Capítulo 25

Se quedaron dos caballos para ellos, pues Gramilla montó con Katsa. Desanduvieron el camino de vuelta al arroyo para limpiarse la sangre de los soldados muertos, y después, conduciendo a los caballos por el agua, viraron al oeste en dirección a las montañas, hasta que el terreno se volvió más rocoso, lo suficiente para ocultar las huellas de los cascos. A partir de ahí, enfilaron hacia el sur a lo largo de la base de la cordillera, y buscaron un sitio adecuado para esconderse y pasar la noche; un sitio donde pudieran defenderse, un sitio lo bastante lejos de Leck para mantenerse a salvo, aunque no tan distante que les impidiera llegar hasta el rey y matarlo.

Era obvio que Gramilla tenía razón: Leck tenía que morir. Katsa era consciente de esa realidad, pero no le gustaba pensar en ella porque era una asesina y acabar con él tendría que ser tarea suya; sin embargo, estaba claro que sería Po —él solo, sin ayuda— el encargado de matar a un rey protegido por un ejercito.

No debes acercarte a su castillo. —Katsa dirigió el pensamiento a Po mientras cabalgaban—. Nunca conseguirías acercarte lo bastante a él porque llamas demasiado la atención. Te prepararían una emboscada.

Los caballos avanzaban precavidos entre las piedras. Po no se dio por enterado de los pensamientos de Katsa; ni siquiera la miró, pero ella estaba segura de que le habían llegado.
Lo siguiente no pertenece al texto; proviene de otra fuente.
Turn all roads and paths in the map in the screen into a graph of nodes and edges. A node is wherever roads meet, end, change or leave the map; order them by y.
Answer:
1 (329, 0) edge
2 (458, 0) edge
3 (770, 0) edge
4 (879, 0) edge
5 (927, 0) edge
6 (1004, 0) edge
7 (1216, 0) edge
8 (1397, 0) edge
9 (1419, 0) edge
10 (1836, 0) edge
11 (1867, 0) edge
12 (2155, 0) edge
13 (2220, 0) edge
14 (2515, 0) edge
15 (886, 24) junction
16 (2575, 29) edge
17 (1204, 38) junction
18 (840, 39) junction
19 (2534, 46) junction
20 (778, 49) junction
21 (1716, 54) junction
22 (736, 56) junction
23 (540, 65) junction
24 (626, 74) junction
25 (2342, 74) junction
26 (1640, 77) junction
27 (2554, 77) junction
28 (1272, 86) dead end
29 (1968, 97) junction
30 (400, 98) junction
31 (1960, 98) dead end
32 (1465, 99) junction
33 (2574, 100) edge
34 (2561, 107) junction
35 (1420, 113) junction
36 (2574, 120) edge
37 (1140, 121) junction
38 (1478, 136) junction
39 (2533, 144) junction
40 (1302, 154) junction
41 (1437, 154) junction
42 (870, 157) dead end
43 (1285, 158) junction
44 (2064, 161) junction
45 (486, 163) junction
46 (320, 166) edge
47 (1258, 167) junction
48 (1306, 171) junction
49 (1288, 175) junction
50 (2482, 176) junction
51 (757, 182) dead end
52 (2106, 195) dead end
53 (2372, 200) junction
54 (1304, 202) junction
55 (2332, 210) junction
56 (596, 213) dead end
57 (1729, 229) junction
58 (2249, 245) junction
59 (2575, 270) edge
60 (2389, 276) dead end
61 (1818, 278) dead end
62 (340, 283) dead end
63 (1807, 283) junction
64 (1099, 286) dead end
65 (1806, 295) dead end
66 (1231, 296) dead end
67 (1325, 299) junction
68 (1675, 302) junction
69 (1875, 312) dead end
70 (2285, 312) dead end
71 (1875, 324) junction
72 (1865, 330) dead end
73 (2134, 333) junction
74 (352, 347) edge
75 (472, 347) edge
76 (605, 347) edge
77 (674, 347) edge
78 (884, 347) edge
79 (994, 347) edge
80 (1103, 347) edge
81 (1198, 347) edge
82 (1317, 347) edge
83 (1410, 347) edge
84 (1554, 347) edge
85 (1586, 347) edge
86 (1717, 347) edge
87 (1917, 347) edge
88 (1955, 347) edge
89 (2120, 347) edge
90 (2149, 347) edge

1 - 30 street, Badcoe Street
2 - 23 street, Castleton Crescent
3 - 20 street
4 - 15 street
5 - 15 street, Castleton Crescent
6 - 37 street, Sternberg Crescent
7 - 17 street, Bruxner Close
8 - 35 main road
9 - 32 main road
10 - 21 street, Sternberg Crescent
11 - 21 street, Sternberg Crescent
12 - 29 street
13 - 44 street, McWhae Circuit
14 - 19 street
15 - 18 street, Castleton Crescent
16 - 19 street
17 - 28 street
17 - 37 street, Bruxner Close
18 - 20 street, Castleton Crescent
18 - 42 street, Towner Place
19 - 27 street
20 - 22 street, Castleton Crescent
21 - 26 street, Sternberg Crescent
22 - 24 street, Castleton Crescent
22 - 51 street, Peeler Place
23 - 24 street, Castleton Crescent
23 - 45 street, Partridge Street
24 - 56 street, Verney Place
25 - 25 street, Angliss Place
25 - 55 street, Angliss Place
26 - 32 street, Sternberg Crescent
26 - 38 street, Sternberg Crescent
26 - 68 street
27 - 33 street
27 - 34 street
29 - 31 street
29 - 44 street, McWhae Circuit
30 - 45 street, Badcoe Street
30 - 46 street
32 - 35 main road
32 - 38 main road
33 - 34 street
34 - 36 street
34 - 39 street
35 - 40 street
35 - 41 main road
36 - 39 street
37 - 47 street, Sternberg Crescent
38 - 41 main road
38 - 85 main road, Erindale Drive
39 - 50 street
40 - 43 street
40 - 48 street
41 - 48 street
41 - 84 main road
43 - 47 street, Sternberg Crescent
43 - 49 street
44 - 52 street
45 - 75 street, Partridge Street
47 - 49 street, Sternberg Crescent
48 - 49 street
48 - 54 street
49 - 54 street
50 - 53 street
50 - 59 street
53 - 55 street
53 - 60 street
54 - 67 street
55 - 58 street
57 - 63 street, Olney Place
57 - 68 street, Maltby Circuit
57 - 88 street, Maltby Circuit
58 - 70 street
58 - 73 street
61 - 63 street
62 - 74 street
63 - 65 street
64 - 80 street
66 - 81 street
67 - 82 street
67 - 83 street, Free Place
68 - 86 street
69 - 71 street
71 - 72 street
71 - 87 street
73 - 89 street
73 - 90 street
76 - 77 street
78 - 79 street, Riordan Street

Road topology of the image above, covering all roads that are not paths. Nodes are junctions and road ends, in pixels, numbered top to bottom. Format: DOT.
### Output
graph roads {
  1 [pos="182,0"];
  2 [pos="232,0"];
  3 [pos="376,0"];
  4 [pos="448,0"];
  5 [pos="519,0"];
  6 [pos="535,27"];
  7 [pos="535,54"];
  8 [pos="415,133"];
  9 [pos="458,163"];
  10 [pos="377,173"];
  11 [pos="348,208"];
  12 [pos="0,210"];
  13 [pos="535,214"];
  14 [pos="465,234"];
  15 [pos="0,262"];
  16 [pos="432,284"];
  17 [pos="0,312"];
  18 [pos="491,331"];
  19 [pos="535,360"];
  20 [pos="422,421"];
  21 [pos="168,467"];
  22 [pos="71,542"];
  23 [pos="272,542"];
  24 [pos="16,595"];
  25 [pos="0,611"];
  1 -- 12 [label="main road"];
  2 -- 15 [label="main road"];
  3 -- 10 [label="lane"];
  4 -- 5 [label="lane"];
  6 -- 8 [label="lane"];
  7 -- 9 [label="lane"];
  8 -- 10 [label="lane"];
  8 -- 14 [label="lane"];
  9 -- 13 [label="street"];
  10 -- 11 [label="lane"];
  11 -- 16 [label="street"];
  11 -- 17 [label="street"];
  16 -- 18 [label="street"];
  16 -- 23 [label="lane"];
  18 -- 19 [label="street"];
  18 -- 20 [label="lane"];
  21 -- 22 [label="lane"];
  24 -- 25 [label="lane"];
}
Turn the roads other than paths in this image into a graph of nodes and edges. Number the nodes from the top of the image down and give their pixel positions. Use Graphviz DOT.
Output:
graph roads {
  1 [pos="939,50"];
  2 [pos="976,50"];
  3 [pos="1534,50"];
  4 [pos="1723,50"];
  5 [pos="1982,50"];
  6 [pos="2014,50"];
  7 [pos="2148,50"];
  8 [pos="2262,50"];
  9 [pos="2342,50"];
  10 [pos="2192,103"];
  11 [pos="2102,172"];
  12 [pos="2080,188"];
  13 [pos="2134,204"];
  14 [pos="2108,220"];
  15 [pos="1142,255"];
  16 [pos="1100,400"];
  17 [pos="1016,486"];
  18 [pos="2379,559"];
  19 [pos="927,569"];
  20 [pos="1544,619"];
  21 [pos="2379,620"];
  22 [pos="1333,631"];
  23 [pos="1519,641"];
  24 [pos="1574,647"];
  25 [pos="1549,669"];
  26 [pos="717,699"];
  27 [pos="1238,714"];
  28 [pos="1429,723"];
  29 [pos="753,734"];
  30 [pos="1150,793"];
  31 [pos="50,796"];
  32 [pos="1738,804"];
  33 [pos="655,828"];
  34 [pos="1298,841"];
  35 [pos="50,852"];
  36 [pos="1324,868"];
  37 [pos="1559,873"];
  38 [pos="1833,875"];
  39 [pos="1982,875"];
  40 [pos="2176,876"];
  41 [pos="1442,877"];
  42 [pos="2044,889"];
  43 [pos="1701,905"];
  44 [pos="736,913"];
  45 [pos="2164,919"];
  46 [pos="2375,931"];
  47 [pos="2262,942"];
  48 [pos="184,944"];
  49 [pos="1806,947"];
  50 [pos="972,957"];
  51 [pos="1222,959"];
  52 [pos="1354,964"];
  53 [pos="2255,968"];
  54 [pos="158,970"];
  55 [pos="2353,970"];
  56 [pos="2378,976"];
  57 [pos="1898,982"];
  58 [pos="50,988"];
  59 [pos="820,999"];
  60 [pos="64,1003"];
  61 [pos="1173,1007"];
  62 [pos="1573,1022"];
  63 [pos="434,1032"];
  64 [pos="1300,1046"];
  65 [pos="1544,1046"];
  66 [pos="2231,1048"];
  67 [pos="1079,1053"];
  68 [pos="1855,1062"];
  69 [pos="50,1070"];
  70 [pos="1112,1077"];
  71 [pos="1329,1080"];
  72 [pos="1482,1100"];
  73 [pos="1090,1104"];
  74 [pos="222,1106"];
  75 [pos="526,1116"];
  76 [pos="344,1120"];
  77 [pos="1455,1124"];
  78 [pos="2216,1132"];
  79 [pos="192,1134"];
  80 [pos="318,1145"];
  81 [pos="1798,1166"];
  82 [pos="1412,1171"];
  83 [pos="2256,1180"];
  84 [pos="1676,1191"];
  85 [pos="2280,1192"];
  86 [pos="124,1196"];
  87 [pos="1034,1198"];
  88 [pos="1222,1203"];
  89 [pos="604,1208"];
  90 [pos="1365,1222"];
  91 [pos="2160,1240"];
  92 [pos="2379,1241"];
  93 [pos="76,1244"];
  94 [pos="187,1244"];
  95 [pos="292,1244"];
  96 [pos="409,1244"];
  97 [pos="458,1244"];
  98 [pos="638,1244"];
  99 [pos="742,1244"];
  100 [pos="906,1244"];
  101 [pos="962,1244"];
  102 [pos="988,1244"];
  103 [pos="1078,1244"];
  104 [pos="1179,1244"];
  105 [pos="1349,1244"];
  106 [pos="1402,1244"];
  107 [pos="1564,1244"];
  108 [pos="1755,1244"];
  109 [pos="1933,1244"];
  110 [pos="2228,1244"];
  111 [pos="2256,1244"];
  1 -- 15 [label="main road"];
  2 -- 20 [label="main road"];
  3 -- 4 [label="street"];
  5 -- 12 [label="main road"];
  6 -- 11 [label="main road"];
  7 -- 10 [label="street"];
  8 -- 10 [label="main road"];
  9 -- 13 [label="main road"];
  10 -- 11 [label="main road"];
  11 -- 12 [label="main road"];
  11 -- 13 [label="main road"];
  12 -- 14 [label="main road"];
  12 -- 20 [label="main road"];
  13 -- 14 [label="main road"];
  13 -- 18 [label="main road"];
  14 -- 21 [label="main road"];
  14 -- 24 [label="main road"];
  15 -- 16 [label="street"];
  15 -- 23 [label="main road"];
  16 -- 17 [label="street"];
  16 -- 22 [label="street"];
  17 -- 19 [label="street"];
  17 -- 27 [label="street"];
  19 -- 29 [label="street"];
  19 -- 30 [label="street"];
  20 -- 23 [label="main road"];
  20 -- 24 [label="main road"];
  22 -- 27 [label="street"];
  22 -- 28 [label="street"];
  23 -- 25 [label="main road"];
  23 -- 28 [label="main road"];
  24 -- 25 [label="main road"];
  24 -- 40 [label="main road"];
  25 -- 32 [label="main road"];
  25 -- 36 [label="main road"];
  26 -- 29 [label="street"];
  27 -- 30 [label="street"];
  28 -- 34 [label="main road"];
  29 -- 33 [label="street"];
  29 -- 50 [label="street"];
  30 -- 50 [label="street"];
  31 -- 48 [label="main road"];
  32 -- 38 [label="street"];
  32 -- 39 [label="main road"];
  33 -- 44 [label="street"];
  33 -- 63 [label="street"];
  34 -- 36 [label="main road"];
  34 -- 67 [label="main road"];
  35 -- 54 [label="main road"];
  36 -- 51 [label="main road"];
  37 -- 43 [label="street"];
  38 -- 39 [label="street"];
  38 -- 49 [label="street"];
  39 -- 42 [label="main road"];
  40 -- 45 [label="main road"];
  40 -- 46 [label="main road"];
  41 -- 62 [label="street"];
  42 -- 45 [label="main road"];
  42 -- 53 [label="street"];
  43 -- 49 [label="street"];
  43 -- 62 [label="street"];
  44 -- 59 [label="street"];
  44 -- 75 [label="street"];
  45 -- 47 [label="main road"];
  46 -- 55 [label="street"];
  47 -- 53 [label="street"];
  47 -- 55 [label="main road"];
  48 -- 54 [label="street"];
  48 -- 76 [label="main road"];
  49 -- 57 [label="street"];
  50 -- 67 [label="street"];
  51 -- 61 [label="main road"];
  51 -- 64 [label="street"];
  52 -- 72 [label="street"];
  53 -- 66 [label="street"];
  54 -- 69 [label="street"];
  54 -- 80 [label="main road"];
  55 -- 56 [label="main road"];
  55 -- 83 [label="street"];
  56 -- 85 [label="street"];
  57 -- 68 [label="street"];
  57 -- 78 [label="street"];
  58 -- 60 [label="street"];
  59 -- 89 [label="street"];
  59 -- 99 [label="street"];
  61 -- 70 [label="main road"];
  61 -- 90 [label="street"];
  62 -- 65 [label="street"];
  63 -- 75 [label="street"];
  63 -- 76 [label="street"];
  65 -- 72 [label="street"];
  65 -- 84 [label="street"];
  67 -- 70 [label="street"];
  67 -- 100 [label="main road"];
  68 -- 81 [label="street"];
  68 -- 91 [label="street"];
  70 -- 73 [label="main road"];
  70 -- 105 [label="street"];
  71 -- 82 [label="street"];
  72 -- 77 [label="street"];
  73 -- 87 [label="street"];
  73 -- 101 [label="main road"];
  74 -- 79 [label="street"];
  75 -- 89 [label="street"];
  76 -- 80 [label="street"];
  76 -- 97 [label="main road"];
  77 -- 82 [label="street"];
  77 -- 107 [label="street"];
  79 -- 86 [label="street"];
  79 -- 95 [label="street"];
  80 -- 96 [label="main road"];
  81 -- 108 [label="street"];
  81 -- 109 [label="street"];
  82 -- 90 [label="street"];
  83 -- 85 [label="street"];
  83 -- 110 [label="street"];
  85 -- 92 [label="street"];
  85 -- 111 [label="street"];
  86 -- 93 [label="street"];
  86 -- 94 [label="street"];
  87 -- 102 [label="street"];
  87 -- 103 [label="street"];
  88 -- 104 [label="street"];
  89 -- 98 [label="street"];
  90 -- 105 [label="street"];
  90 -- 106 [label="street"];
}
Lo mejor sería que lo pillaras por sorpresa en el bosque mientras busca a la niña, y le dispararas desde la mayor distancia posible.

Po cabalgaba delante de ellas, recta la espalda y firmes los brazos a pesar del cansancio y del frío y de no llevar una prenda de abrigo.

Y después huir lo más deprisa que pudieras.

Entonces el lenita frenó el paso y se puso al lado del otro caballo. La miró a la cara, y la entereza que reflejaban sus ojos la reconfortó y le dio confianza. Po no era débil ni estaba indefenso, ya que contaba con su gracia y su fortaleza. Él le tendió la mano, y cuando ella alargó la suya, se la besó. Se situó en cabeza de nuevo y reanudaron la marcha.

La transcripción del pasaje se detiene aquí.